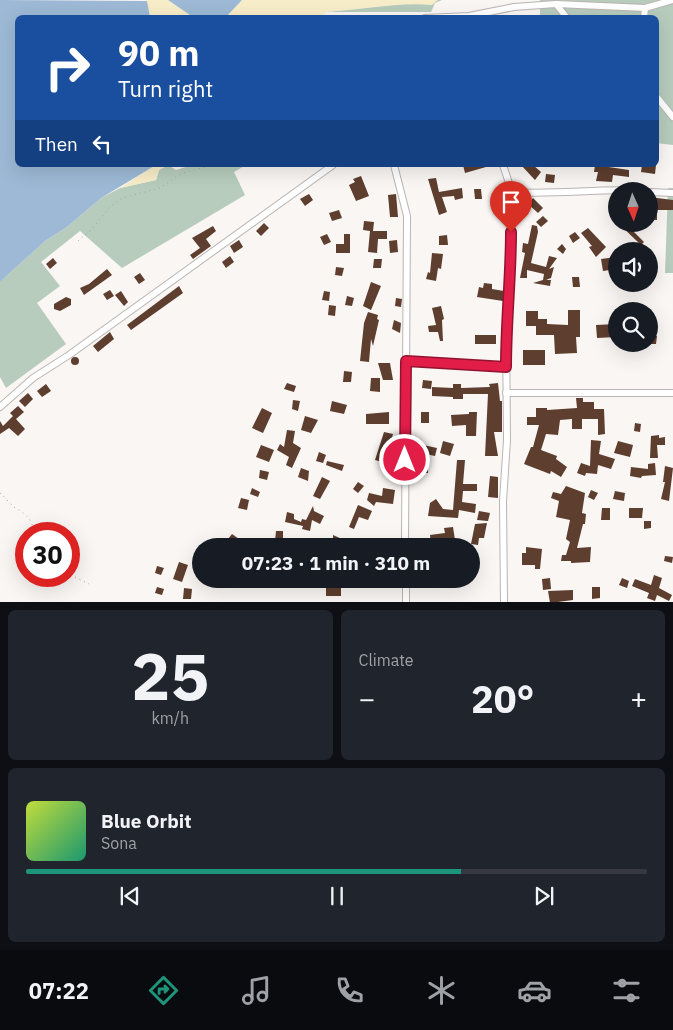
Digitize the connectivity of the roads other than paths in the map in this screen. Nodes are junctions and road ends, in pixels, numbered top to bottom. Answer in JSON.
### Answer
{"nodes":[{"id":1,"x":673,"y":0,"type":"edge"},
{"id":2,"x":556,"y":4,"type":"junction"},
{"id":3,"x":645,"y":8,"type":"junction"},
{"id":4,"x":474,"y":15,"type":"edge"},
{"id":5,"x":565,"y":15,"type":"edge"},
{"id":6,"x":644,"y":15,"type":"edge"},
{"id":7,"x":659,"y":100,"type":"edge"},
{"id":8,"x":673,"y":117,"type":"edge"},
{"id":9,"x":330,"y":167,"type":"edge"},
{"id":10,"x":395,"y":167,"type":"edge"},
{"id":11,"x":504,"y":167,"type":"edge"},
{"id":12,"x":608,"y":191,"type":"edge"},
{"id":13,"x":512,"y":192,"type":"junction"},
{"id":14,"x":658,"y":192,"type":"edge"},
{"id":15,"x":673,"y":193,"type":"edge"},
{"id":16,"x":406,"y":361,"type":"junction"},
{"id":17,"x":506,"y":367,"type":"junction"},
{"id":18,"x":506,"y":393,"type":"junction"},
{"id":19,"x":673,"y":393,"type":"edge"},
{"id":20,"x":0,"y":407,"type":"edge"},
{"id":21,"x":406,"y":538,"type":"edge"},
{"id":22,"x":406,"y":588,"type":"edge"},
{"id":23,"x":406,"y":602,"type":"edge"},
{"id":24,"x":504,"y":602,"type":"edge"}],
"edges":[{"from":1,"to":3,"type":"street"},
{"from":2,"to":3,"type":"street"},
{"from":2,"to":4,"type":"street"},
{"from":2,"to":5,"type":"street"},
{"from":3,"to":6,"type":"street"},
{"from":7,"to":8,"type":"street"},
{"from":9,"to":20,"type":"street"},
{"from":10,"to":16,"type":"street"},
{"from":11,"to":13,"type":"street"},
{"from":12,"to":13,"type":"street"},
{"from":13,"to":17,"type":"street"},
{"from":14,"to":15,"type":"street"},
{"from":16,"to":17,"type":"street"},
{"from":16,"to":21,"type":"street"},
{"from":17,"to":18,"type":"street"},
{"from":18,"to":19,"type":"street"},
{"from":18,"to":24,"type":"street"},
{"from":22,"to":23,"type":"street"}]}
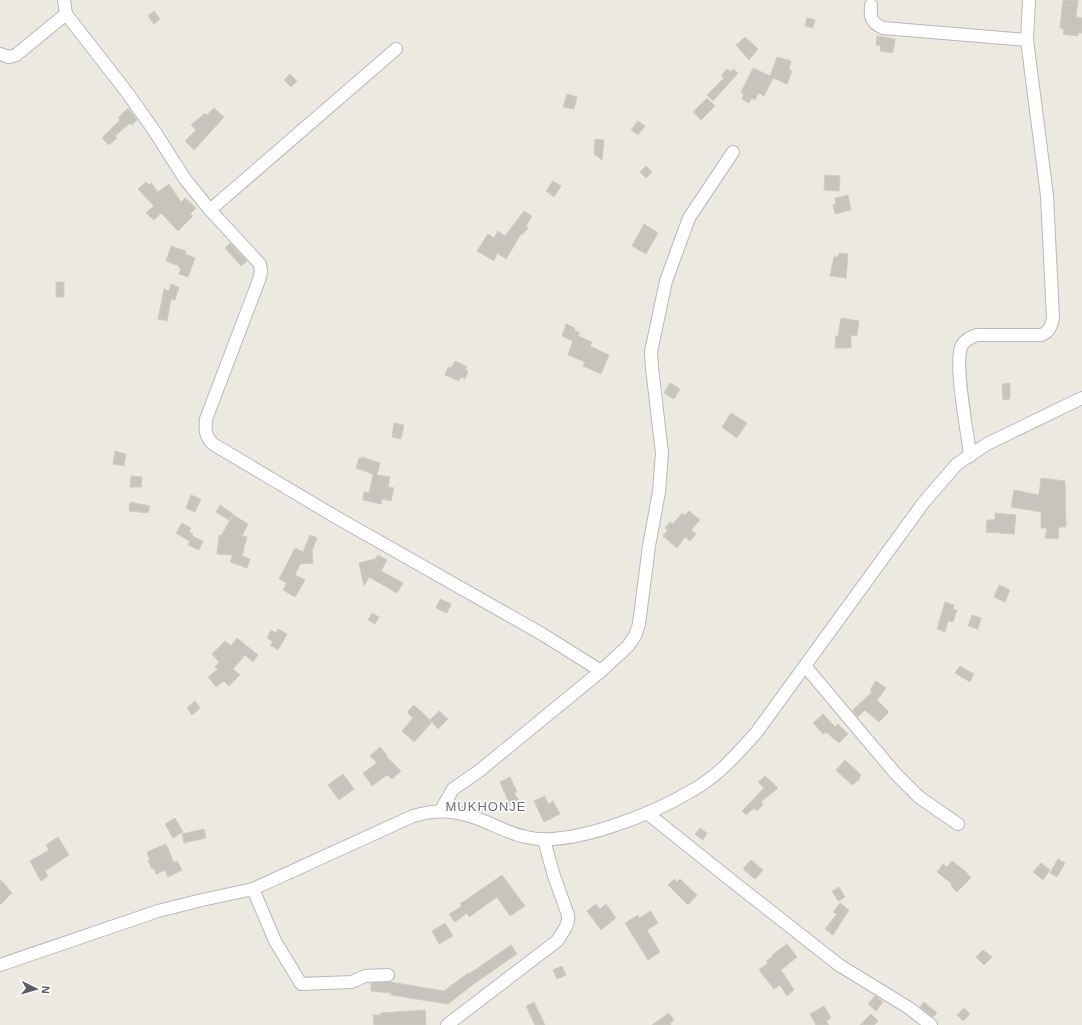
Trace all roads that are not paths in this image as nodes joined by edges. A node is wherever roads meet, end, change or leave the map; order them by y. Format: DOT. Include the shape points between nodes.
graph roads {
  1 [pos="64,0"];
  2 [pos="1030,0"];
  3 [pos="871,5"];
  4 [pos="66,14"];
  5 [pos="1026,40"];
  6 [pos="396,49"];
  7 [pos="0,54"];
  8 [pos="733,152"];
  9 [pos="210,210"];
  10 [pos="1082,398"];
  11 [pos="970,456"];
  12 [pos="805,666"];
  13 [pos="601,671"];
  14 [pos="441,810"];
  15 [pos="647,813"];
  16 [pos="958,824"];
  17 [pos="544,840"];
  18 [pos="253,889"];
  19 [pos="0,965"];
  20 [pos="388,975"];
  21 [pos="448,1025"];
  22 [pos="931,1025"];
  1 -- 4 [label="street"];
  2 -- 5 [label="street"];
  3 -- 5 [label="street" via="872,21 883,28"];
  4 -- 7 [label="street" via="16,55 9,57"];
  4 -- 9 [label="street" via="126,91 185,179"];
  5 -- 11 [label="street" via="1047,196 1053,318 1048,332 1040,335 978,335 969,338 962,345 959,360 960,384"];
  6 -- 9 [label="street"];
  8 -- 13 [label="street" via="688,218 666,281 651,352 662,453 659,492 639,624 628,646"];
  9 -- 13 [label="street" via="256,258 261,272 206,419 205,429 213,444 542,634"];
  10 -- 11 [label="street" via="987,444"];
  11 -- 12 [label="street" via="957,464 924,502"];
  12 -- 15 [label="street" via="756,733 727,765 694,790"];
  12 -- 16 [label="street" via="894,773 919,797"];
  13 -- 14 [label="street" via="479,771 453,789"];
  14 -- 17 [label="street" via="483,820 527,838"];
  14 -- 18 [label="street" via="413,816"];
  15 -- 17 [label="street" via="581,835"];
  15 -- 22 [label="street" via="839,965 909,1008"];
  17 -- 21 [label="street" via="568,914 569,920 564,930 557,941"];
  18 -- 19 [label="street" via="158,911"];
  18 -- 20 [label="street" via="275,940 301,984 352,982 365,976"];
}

+ + + + +

Each record above must be set down again unchanged, with its pictures left out.

Your response:
Digitize the connectivity of the roads other than paths in the map in this screen. Nodes are junctions and road ends, in pixels, numbered top to bottom. Answer in JSON.
### Answer
{"nodes":[{"id":1,"x":673,"y":0,"type":"edge"},
{"id":2,"x":556,"y":4,"type":"junction"},
{"id":3,"x":645,"y":8,"type":"junction"},
{"id":4,"x":474,"y":15,"type":"edge"},
{"id":5,"x":565,"y":15,"type":"edge"},
{"id":6,"x":644,"y":15,"type":"edge"},
{"id":7,"x":659,"y":100,"type":"edge"},
{"id":8,"x":673,"y":117,"type":"edge"},
{"id":9,"x":330,"y":167,"type":"edge"},
{"id":10,"x":395,"y":167,"type":"edge"},
{"id":11,"x":504,"y":167,"type":"edge"},
{"id":12,"x":608,"y":191,"type":"edge"},
{"id":13,"x":512,"y":192,"type":"junction"},
{"id":14,"x":658,"y":192,"type":"edge"},
{"id":15,"x":673,"y":193,"type":"edge"},
{"id":16,"x":406,"y":361,"type":"junction"},
{"id":17,"x":506,"y":367,"type":"junction"},
{"id":18,"x":506,"y":393,"type":"junction"},
{"id":19,"x":673,"y":393,"type":"edge"},
{"id":20,"x":0,"y":407,"type":"edge"},
{"id":21,"x":406,"y":538,"type":"edge"},
{"id":22,"x":406,"y":588,"type":"edge"},
{"id":23,"x":406,"y":602,"type":"edge"},
{"id":24,"x":504,"y":602,"type":"edge"}],
"edges":[{"from":1,"to":3,"type":"street"},
{"from":2,"to":3,"type":"street"},
{"from":2,"to":4,"type":"street"},
{"from":2,"to":5,"type":"street"},
{"from":3,"to":6,"type":"street"},
{"from":7,"to":8,"type":"street"},
{"from":9,"to":20,"type":"street"},
{"from":10,"to":16,"type":"street"},
{"from":11,"to":13,"type":"street"},
{"from":12,"to":13,"type":"street"},
{"from":13,"to":17,"type":"street"},
{"from":14,"to":15,"type":"street"},
{"from":16,"to":17,"type":"street"},
{"from":16,"to":21,"type":"street"},
{"from":17,"to":18,"type":"street"},
{"from":18,"to":19,"type":"street"},
{"from":18,"to":24,"type":"street"},
{"from":22,"to":23,"type":"street"}]}
Trace all roads that are not paths in this image as nodes joined by edges. A node is wherever roads meet, end, change or leave the map; order them by y. Format: DOT. Include the shape points between nodes.
graph roads {
  1 [pos="64,0"];
  2 [pos="1030,0"];
  3 [pos="871,5"];
  4 [pos="66,14"];
  5 [pos="1026,40"];
  6 [pos="396,49"];
  7 [pos="0,54"];
  8 [pos="733,152"];
  9 [pos="210,210"];
  10 [pos="1082,398"];
  11 [pos="970,456"];
  12 [pos="805,666"];
  13 [pos="601,671"];
  14 [pos="441,810"];
  15 [pos="647,813"];
  16 [pos="958,824"];
  17 [pos="544,840"];
  18 [pos="253,889"];
  19 [pos="0,965"];
  20 [pos="388,975"];
  21 [pos="448,1025"];
  22 [pos="931,1025"];
  1 -- 4 [label="street"];
  2 -- 5 [label="street"];
  3 -- 5 [label="street" via="872,21 883,28"];
  4 -- 7 [label="street" via="16,55 9,57"];
  4 -- 9 [label="street" via="126,91 185,179"];
  5 -- 11 [label="street" via="1047,196 1053,318 1048,332 1040,335 978,335 969,338 962,345 959,360 960,384"];
  6 -- 9 [label="street"];
  8 -- 13 [label="street" via="688,218 666,281 651,352 662,453 659,492 639,624 628,646"];
  9 -- 13 [label="street" via="256,258 261,272 206,419 205,429 213,444 542,634"];
  10 -- 11 [label="street" via="987,444"];
  11 -- 12 [label="street" via="957,464 924,502"];
  12 -- 15 [label="street" via="756,733 727,765 694,790"];
  12 -- 16 [label="street" via="894,773 919,797"];
  13 -- 14 [label="street" via="479,771 453,789"];
  14 -- 17 [label="street" via="483,820 527,838"];
  14 -- 18 [label="street" via="413,816"];
  15 -- 17 [label="street" via="581,835"];
  15 -- 22 [label="street" via="839,965 909,1008"];
  17 -- 21 [label="street" via="568,914 569,920 564,930 557,941"];
  18 -- 19 [label="street" via="158,911"];
  18 -- 20 [label="street" via="275,940 301,984 352,982 365,976"];
}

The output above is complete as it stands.